My neighbor runs 3 nine footers without conditioners and says it makes his 125 HP work, says 140 would be about right. Mind you this is in Bermuda which at times pulls hard anyway. With conditioners it would be in the 200 HP range. You will need some ponies under the hood.


----------



## PaCustomBaler (Nov 29, 2010)

Copy. Looking for tine conditioners pulling through Timothy, A/O, and some mixed grass.

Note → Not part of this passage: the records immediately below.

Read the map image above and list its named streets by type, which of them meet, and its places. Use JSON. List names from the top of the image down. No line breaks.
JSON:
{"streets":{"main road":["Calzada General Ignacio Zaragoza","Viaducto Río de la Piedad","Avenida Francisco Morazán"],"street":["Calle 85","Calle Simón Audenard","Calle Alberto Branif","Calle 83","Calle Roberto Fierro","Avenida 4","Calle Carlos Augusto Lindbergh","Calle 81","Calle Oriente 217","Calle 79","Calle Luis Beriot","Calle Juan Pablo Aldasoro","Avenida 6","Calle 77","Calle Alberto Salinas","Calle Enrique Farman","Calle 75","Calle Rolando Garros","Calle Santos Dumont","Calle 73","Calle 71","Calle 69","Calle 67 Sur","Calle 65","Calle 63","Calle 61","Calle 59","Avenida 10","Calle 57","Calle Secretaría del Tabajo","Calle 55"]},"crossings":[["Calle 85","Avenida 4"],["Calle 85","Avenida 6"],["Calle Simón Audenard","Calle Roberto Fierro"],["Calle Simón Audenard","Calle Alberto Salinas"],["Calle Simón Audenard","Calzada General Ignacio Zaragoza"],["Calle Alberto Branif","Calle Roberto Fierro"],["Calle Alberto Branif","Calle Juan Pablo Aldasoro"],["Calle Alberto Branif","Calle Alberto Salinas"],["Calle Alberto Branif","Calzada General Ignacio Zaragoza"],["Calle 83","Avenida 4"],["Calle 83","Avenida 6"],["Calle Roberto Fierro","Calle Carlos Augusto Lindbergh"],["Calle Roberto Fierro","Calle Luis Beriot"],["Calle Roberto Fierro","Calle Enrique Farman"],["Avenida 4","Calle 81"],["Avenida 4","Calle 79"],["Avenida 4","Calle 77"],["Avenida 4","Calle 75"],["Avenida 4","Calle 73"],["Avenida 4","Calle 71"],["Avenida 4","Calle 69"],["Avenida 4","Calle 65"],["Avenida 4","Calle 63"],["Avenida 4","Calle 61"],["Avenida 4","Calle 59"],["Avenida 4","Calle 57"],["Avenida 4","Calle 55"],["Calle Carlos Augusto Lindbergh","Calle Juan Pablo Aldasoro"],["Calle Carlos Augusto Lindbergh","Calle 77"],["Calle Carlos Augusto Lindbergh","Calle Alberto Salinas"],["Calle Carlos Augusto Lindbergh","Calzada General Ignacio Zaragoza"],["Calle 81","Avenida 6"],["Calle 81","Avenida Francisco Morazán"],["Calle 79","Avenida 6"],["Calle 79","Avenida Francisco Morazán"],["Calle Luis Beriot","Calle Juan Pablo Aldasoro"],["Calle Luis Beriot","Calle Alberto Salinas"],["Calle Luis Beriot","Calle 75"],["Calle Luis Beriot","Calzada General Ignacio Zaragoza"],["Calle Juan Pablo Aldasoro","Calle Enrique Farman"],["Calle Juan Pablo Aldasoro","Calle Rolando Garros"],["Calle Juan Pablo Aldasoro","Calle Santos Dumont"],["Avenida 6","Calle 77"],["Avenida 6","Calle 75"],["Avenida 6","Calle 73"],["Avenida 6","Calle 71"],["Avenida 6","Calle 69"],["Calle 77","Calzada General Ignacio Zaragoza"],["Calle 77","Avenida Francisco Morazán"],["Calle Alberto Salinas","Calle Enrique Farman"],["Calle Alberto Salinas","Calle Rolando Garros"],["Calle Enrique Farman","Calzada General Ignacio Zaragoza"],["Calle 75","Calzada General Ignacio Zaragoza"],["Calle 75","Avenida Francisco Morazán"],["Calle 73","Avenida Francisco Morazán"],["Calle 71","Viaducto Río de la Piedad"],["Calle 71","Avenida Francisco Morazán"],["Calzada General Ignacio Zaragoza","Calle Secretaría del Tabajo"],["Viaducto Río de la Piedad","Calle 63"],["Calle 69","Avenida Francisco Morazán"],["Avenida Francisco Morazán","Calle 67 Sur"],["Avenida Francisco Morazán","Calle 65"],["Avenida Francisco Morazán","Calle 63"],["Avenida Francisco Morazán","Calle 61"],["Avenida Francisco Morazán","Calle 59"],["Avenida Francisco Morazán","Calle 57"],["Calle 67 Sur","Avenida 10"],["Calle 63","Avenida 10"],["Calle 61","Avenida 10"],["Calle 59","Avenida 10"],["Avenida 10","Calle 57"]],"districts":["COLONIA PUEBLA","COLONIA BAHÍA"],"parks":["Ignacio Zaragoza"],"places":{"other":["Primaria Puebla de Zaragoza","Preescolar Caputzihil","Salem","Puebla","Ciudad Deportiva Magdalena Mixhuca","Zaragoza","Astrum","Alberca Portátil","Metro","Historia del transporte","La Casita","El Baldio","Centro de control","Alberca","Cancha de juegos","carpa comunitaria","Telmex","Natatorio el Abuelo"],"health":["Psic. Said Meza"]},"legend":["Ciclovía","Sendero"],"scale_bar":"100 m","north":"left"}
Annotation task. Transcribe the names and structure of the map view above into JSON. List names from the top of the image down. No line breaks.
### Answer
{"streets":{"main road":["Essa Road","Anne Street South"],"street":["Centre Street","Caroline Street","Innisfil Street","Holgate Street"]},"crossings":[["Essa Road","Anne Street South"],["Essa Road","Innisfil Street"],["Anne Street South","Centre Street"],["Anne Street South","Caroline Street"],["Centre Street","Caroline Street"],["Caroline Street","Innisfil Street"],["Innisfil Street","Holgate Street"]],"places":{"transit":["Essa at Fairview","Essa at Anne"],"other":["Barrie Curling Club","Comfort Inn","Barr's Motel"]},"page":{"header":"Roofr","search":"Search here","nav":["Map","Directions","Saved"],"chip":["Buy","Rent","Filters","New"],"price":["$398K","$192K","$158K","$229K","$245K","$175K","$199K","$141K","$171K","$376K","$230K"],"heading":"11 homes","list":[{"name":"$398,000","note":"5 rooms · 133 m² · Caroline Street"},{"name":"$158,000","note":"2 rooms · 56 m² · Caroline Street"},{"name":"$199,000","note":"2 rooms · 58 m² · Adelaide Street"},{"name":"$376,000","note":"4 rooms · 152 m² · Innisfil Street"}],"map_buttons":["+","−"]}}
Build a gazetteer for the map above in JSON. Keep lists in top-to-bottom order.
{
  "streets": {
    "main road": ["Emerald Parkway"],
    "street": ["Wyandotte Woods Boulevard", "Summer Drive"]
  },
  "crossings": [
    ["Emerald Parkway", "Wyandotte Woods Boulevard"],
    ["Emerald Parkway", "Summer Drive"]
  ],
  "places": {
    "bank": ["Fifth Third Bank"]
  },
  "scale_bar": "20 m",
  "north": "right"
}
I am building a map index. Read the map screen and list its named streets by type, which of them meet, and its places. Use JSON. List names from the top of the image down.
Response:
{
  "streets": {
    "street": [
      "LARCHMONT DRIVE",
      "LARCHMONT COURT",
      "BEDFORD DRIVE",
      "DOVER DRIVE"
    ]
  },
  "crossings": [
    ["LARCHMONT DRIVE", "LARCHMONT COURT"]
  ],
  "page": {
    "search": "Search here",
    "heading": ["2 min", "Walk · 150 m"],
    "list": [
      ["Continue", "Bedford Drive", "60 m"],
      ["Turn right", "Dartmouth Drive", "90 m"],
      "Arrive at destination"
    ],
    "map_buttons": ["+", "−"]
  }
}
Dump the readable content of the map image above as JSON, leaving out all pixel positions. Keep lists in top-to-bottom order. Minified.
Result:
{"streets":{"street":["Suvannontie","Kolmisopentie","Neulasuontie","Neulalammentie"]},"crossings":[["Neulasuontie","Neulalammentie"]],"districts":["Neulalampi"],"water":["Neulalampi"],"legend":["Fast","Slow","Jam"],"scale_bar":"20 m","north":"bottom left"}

Thank you


----------



## krone.1 (Jul 28, 2013)

Our guys are saying 225 hp......


----------



## slowzuki (Mar 8, 2011)

As well how fast do you want to go and how big are your hills?


----------



## PaCustomBaler (Nov 29, 2010)

Thank you Krone.1. I assume you mean at the PTO or do you mean Engine Hp?


----------



## krone.1 (Jul 28, 2013)

Pto horsepower. One of our reps in Pennslyvania replyed that it depends on what side of the mountain you are on?


----------



## 8350HiTech (Jul 26, 2013)

krone.1 said:


> Pto horsepower. One of our reps in Pennslyvania replyed that it depends on what side of the mountain you are on?


https://en.m.wikipedia.org/wiki/Blue_Mountain_(Pennsylvania)

I pretty much live at the base of Clark's Knob.


----------



## gwagen (Apr 20, 2015)

Lely triple mower setup I priced yesterday was 150kw (200hp) and 75000$ cdn dollars with conditioning tines.

50,000$ with out the conditioners.

Thought that was pretty reasonable

Looks like a good unit.


----------



## krone.1 (Jul 28, 2013)

8350HiTech, That is some beautiful country! I can see the range in your avatar.

(I didn't pay very much attention in school HA!.)


----------